PROBLEM DESCRIPTION => After locating the line that holds "Left hand at", output it and all following lines word for word, stopping only at the end of the data.

[Pixel coordinate listings]
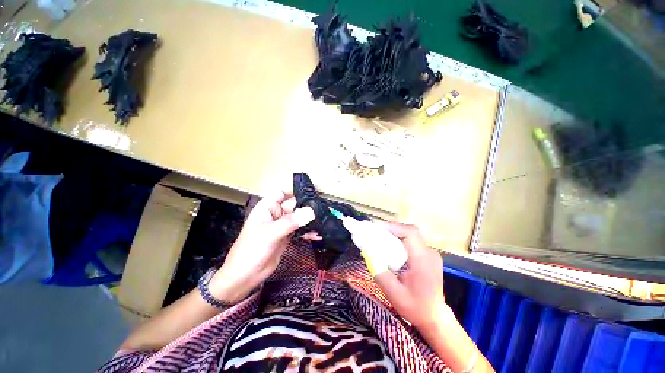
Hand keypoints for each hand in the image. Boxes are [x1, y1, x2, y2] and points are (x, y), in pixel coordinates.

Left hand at [209, 191, 314, 302]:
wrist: (245, 277)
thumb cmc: (251, 251)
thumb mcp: (270, 234)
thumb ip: (290, 222)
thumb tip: (310, 212)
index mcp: (267, 207)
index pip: (283, 192)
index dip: (295, 191)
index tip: (311, 193)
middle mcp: (276, 214)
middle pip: (294, 205)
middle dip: (307, 207)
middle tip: (322, 211)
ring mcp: (282, 225)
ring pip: (299, 217)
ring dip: (309, 220)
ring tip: (321, 223)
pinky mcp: (287, 236)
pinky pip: (300, 229)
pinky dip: (308, 231)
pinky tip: (316, 234)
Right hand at [373, 223, 446, 329]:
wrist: (434, 317)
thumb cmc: (415, 307)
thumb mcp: (394, 294)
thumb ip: (380, 273)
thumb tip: (368, 253)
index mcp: (423, 261)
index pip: (410, 233)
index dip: (393, 227)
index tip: (376, 229)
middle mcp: (430, 253)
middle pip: (409, 231)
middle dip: (391, 229)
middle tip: (375, 234)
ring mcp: (431, 253)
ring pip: (411, 235)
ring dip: (395, 234)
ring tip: (380, 239)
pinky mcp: (429, 255)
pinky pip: (413, 241)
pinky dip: (400, 240)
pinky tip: (391, 248)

EXERCISE SOLUTION =>
Left hand at [209, 191, 314, 302]:
wrist: (245, 277)
thumb cmc: (251, 251)
thumb mcp: (270, 234)
thumb ip: (290, 222)
thumb tip: (310, 212)
index mcp: (267, 207)
index pip: (283, 192)
index dip: (295, 191)
index tip: (311, 193)
middle mcp: (276, 214)
middle pip: (294, 205)
middle dip: (307, 207)
middle tip: (322, 211)
ring mcp: (282, 225)
ring pip: (299, 217)
ring dip: (309, 220)
ring tip: (321, 223)
pinky mcp: (287, 236)
pinky pip: (300, 229)
pinky dip: (308, 231)
pinky tip: (316, 234)
Right hand at [373, 223, 446, 329]:
wrist: (434, 317)
thumb cmc: (415, 307)
thumb mcp: (394, 294)
thumb ip: (380, 273)
thumb tip: (368, 253)
index mcp: (423, 261)
index pip: (410, 233)
index dip: (393, 227)
index tip: (376, 229)
middle mcp: (430, 253)
middle pip: (409, 231)
middle dip: (391, 229)
middle tip: (375, 234)
ring mcp: (431, 253)
ring pip: (411, 235)
ring dip: (395, 234)
ring tip: (380, 239)
pinky mcp: (429, 255)
pinky pip: (413, 241)
pinky dip: (400, 240)
pinky tip: (391, 248)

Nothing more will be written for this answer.